◆ Problem description ◆
Find all lines below containing the string "Songül" and return them.

◆ Saved entries ◆

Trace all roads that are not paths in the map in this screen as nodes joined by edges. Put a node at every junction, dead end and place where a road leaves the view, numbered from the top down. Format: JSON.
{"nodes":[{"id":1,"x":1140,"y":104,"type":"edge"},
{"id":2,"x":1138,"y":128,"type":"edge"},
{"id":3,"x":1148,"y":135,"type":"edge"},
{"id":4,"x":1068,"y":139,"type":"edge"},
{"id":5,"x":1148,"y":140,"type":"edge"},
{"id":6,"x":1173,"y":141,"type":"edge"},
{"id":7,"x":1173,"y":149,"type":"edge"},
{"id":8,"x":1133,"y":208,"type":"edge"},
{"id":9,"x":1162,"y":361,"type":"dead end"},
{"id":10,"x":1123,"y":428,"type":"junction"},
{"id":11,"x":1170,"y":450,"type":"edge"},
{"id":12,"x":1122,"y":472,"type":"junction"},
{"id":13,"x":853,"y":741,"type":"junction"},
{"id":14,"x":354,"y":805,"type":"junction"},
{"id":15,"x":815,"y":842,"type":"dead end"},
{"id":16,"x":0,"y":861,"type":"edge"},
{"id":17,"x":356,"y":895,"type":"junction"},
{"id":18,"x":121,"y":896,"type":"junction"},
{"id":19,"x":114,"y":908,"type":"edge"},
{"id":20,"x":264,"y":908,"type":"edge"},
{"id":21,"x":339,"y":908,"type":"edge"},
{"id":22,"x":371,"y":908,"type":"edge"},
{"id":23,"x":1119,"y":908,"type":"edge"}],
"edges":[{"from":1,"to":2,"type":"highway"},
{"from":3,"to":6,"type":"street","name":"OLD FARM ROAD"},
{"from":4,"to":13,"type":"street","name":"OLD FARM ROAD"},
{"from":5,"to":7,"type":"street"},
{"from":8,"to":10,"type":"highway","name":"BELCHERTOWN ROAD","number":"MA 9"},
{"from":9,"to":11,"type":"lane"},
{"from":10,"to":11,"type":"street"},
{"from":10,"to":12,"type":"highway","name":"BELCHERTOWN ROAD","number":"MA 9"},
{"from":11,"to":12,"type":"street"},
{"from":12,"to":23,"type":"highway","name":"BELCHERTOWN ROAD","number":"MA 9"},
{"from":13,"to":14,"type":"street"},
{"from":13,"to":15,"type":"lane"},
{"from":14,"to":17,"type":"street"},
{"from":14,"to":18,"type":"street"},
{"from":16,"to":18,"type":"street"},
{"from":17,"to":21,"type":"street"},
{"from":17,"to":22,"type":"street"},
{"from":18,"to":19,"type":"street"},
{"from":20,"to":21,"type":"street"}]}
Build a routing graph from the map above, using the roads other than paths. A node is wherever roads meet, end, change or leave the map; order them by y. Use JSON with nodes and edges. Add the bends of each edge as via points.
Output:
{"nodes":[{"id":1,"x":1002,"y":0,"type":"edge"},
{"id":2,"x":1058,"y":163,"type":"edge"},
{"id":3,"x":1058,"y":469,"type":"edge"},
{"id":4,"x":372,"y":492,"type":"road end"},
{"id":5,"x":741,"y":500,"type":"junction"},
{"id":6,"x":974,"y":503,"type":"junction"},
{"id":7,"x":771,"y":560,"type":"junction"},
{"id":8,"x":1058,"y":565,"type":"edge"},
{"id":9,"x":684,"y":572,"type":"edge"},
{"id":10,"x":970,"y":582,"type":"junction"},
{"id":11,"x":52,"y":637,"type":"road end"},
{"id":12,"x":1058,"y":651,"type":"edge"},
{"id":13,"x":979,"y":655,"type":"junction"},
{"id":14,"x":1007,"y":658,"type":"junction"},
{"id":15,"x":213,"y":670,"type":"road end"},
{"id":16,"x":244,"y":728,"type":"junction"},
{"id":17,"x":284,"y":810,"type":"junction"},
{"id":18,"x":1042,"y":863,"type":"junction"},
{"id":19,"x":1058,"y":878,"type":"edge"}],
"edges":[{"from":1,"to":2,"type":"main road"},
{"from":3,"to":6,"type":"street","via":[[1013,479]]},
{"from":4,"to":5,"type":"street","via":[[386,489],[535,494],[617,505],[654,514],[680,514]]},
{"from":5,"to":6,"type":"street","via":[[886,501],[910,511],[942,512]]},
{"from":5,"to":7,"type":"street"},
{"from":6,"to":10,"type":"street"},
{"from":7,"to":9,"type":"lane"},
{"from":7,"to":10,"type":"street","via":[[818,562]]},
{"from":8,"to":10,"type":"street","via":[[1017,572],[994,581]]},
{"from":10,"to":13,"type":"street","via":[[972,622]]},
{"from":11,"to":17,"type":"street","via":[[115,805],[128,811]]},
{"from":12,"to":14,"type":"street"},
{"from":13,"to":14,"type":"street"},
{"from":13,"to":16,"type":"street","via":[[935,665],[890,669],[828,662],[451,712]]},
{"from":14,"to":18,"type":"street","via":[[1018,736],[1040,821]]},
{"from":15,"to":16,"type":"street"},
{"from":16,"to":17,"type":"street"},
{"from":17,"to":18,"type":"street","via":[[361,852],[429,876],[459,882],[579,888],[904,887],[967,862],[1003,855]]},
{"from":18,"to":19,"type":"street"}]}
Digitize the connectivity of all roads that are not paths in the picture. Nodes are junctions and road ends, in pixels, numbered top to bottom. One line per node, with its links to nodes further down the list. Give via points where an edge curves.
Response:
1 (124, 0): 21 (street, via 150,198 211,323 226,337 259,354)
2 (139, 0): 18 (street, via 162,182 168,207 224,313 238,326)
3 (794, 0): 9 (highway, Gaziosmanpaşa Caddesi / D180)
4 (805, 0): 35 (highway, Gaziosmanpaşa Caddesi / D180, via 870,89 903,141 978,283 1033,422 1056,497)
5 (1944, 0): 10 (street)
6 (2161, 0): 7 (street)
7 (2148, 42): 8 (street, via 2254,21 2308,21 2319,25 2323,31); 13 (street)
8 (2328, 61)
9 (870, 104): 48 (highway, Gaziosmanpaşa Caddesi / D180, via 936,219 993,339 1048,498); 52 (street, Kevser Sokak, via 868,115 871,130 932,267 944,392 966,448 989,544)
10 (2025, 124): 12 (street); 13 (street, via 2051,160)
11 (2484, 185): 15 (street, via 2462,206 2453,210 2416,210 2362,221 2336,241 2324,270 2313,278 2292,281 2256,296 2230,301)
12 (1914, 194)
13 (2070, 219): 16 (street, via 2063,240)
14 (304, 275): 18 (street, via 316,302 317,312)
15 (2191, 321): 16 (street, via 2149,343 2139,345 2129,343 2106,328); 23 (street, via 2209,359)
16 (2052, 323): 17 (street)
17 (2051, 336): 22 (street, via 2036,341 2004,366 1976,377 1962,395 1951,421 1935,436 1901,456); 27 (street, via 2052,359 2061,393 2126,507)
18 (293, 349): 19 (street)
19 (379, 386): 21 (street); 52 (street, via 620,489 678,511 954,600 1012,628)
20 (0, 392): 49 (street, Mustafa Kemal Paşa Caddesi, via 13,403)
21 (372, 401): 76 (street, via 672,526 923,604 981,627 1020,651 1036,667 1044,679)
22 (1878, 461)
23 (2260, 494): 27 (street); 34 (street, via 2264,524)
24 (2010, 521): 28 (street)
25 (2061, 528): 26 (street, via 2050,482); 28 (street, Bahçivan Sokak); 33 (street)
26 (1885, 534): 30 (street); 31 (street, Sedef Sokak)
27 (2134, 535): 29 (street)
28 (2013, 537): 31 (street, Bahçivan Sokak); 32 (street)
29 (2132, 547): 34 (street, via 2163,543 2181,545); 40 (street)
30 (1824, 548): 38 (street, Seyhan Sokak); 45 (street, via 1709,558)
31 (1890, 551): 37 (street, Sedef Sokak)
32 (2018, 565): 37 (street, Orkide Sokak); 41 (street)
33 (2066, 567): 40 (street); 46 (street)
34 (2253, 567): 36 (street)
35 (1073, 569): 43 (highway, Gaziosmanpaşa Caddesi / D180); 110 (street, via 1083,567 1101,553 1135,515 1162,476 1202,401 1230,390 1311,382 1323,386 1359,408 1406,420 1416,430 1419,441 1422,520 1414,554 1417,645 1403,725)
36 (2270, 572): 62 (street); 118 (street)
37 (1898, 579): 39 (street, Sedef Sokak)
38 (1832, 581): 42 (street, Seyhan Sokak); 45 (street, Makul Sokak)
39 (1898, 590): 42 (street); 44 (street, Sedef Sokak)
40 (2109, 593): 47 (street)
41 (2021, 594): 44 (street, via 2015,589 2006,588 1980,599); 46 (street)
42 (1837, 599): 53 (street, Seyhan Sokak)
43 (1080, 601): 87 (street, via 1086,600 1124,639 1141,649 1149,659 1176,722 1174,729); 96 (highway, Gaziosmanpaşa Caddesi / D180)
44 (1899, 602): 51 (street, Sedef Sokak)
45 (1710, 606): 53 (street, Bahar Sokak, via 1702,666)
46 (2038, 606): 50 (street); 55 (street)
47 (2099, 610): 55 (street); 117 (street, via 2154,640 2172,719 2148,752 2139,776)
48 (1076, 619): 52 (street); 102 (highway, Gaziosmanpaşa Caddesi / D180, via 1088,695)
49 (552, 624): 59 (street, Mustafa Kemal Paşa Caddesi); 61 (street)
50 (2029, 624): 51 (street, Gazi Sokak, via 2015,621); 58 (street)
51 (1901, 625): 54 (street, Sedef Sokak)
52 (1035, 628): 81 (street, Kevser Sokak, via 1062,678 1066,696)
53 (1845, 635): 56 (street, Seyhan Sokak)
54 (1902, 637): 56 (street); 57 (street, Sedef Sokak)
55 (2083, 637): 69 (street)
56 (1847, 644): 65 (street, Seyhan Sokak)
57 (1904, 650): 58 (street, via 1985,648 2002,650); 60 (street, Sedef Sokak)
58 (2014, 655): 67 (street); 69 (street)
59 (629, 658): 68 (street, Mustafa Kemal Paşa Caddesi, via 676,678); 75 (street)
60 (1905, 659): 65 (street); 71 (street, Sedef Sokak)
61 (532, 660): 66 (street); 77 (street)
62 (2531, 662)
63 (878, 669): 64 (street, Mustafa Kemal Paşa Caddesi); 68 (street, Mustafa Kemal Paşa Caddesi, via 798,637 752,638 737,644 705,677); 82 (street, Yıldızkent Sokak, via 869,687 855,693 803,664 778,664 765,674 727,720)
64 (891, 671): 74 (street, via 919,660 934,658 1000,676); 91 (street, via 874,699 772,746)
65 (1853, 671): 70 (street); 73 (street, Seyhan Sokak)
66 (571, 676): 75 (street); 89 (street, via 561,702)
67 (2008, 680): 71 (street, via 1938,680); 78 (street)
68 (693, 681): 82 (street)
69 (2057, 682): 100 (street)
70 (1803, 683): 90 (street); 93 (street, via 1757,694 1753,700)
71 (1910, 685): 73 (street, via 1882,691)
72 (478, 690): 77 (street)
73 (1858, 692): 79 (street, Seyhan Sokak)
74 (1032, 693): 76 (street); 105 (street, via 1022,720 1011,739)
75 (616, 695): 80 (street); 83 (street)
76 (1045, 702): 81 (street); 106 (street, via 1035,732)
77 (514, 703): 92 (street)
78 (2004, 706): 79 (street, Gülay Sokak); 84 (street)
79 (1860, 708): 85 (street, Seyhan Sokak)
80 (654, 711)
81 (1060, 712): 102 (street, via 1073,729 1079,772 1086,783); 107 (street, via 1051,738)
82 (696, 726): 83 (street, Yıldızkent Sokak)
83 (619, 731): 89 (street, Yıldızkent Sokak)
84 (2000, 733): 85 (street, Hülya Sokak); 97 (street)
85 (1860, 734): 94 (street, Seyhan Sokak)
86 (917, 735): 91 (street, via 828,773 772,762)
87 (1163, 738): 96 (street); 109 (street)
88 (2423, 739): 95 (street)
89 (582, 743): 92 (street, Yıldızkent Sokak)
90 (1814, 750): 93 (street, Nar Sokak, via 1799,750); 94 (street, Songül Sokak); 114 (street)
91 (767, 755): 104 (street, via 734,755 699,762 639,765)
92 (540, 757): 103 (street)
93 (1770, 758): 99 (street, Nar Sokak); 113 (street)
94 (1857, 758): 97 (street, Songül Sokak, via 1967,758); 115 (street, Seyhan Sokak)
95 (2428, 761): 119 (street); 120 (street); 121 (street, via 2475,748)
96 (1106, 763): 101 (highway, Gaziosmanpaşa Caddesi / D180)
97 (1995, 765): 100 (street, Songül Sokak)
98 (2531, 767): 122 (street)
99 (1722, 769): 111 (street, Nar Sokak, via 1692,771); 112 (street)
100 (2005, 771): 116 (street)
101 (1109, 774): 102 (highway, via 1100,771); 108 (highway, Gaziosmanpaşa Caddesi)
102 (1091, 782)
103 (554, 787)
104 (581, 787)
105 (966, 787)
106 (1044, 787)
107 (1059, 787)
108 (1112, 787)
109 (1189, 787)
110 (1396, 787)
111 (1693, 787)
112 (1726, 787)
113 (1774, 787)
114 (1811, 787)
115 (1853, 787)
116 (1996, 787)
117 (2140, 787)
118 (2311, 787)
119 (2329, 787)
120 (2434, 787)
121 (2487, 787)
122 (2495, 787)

◆ Expected answer ◆
90 (1814, 750): 93 (street, Nar Sokak, via 1799,750); 94 (street, Songül Sokak); 114 (street)
94 (1857, 758): 97 (street, Songül Sokak, via 1967,758); 115 (street, Seyhan Sokak)
97 (1995, 765): 100 (street, Songül Sokak)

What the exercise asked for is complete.